[Data provided — start]

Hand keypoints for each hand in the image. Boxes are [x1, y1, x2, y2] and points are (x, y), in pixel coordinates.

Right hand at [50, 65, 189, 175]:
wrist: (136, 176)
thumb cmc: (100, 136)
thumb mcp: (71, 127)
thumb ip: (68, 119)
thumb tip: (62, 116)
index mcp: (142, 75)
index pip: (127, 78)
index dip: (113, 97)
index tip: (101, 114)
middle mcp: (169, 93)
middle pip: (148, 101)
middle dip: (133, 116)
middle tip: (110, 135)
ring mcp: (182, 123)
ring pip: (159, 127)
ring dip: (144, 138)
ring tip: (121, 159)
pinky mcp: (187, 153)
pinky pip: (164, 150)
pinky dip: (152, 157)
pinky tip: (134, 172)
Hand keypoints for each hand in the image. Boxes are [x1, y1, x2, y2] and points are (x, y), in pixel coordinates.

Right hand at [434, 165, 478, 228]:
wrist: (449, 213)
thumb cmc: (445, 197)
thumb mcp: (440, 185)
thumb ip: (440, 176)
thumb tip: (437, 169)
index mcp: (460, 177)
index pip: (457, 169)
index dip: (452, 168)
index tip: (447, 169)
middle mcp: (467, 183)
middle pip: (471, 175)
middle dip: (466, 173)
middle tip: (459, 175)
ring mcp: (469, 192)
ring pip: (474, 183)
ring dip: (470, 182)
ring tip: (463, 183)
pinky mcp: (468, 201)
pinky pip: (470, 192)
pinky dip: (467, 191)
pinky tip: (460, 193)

[Data provided — finish]
[Data provided — start]

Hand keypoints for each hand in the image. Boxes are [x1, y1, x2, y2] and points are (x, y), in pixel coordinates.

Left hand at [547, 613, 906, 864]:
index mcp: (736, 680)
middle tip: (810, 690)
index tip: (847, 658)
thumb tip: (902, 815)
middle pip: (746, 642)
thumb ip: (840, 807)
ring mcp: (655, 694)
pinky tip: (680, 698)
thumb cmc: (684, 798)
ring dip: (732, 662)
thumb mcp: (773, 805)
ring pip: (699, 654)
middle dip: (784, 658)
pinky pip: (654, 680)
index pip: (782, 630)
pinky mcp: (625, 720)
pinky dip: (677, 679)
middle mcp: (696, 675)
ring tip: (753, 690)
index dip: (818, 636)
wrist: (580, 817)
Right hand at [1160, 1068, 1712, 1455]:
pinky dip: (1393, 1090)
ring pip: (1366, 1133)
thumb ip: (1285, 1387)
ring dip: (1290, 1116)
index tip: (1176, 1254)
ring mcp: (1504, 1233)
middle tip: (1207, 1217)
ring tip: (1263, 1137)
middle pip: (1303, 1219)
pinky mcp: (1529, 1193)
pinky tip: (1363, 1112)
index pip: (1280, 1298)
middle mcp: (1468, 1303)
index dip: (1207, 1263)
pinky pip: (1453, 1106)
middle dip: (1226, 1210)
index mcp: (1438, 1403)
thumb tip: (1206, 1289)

[Data provided — finish]
[Data provided — start]

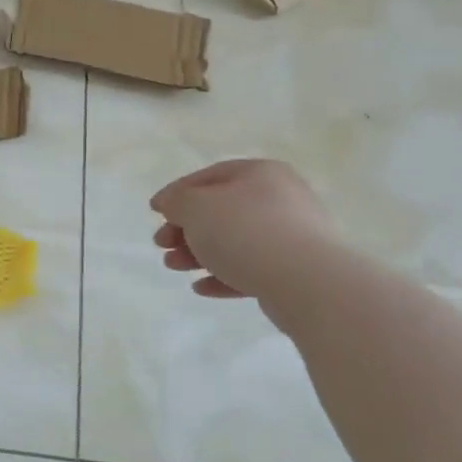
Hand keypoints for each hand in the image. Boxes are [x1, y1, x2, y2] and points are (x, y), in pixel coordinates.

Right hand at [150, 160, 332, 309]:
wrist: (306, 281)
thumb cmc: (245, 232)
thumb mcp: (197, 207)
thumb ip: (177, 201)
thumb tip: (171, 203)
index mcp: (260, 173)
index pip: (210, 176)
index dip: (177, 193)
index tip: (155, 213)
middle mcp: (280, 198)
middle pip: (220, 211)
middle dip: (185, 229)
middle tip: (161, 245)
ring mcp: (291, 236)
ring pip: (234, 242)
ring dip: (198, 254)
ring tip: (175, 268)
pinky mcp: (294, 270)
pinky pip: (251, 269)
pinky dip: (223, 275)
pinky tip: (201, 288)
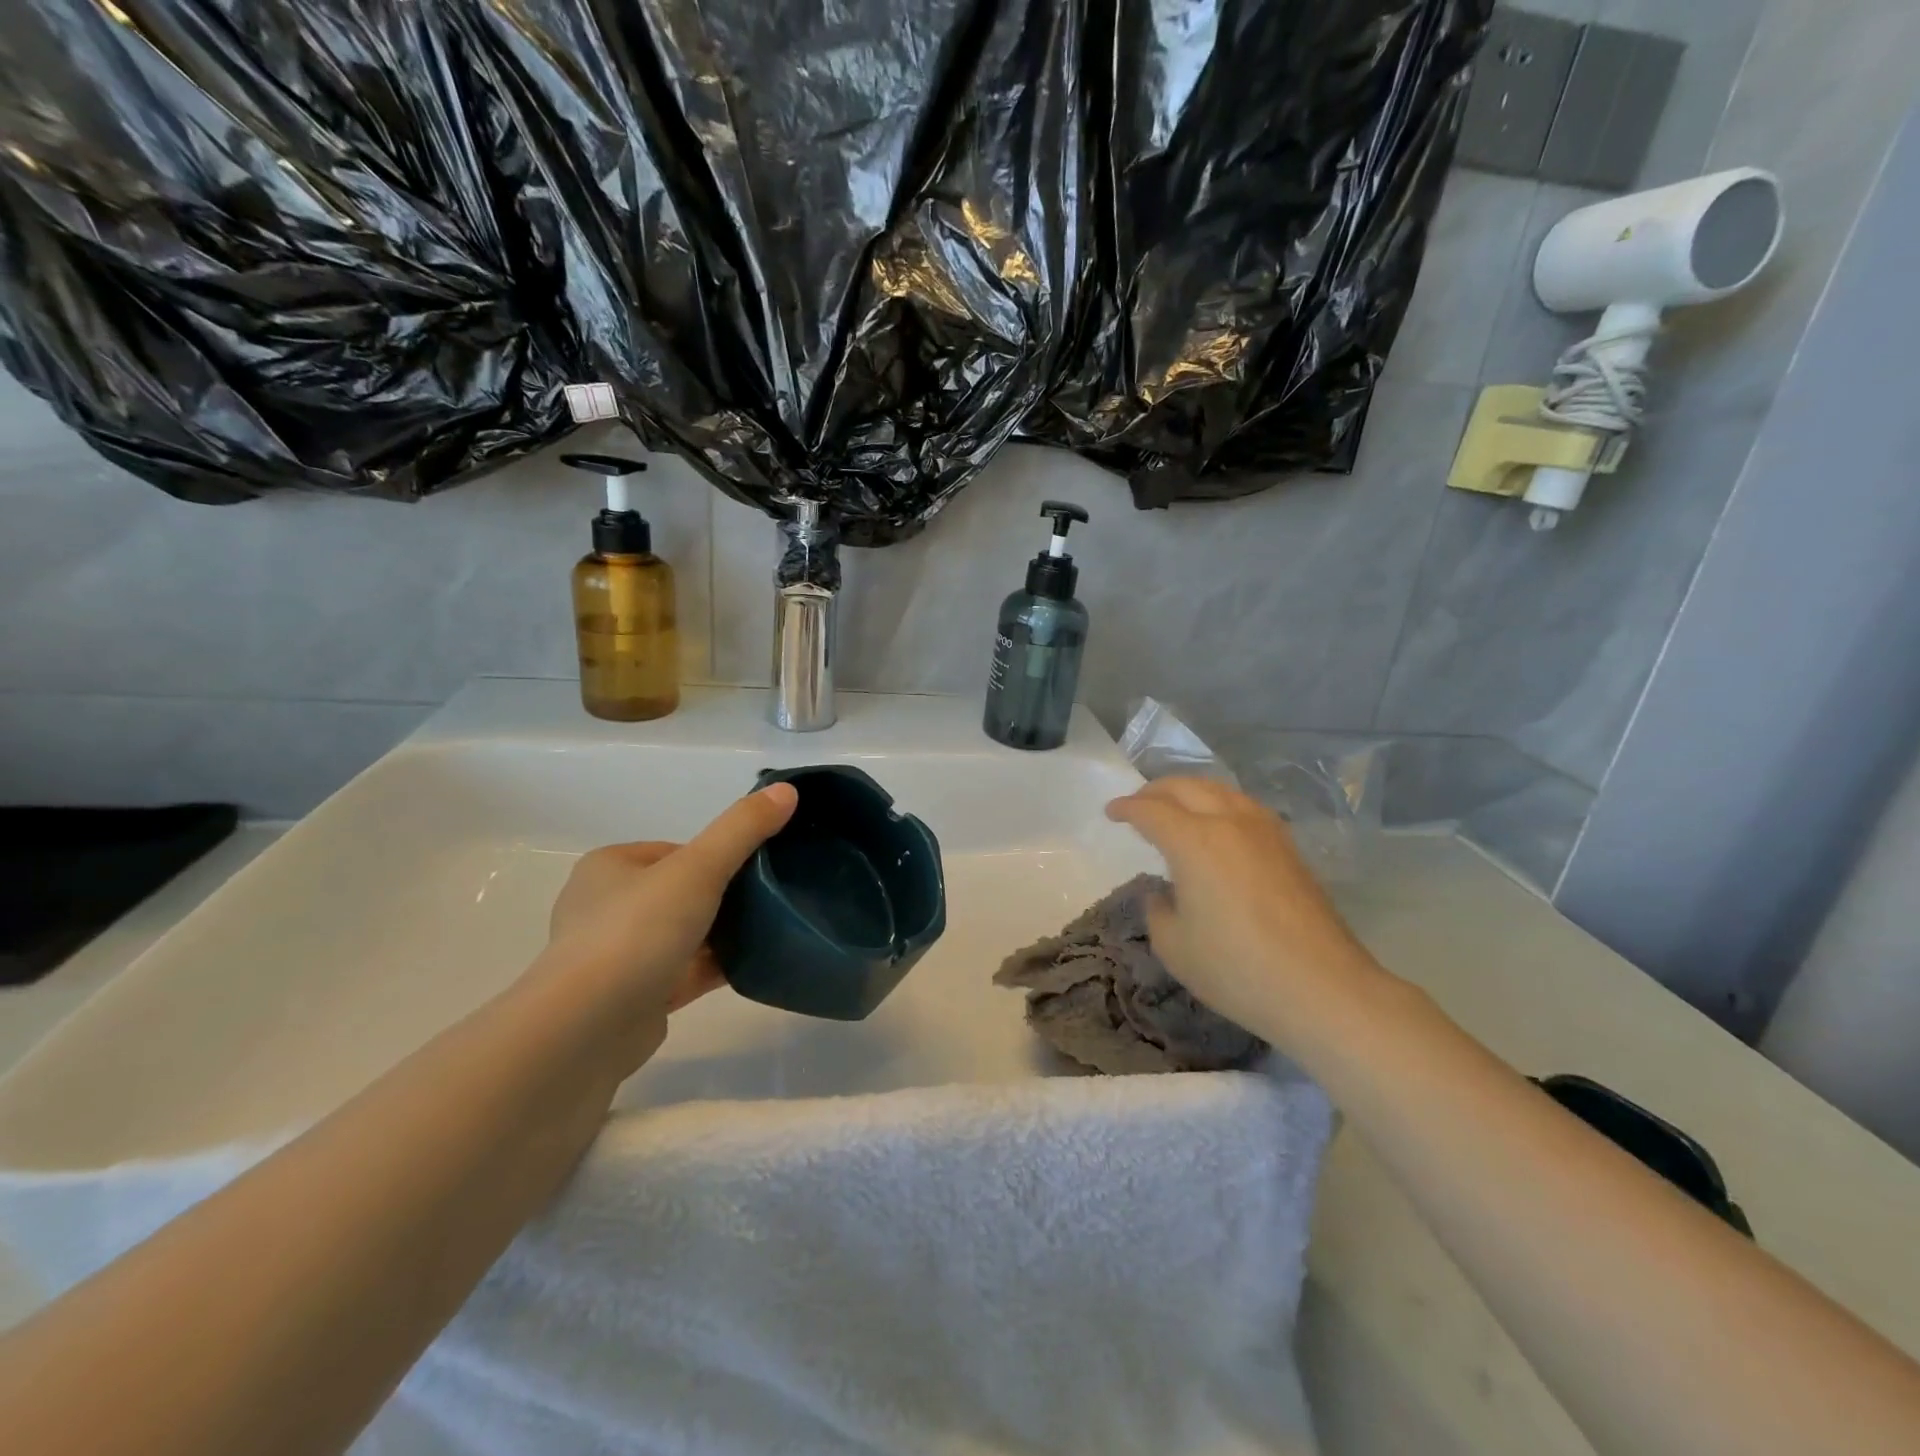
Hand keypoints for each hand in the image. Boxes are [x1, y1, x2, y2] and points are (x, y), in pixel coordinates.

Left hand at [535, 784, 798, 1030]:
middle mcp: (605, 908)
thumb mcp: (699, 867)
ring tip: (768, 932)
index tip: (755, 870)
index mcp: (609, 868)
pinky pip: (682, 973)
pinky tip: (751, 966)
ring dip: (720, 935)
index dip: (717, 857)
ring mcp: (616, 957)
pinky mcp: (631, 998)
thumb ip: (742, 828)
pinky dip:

[Data provided — finish]

* [Brief]
Transcribe the records above exactly, beginning at the line that contains "middle dip: (466, 173)" and ending with the line that contains "pinky tip: (460, 193)", both included, and nothing else.

* [Task result]
middle dip: (466, 173)
middle tip: (459, 175)
ring mcp: (469, 192)
ring pip: (474, 183)
ring dip: (470, 182)
ring tip: (463, 183)
pinky mcp: (468, 201)
pinky pip: (470, 192)
pinky dip: (467, 191)
pinky tip: (460, 193)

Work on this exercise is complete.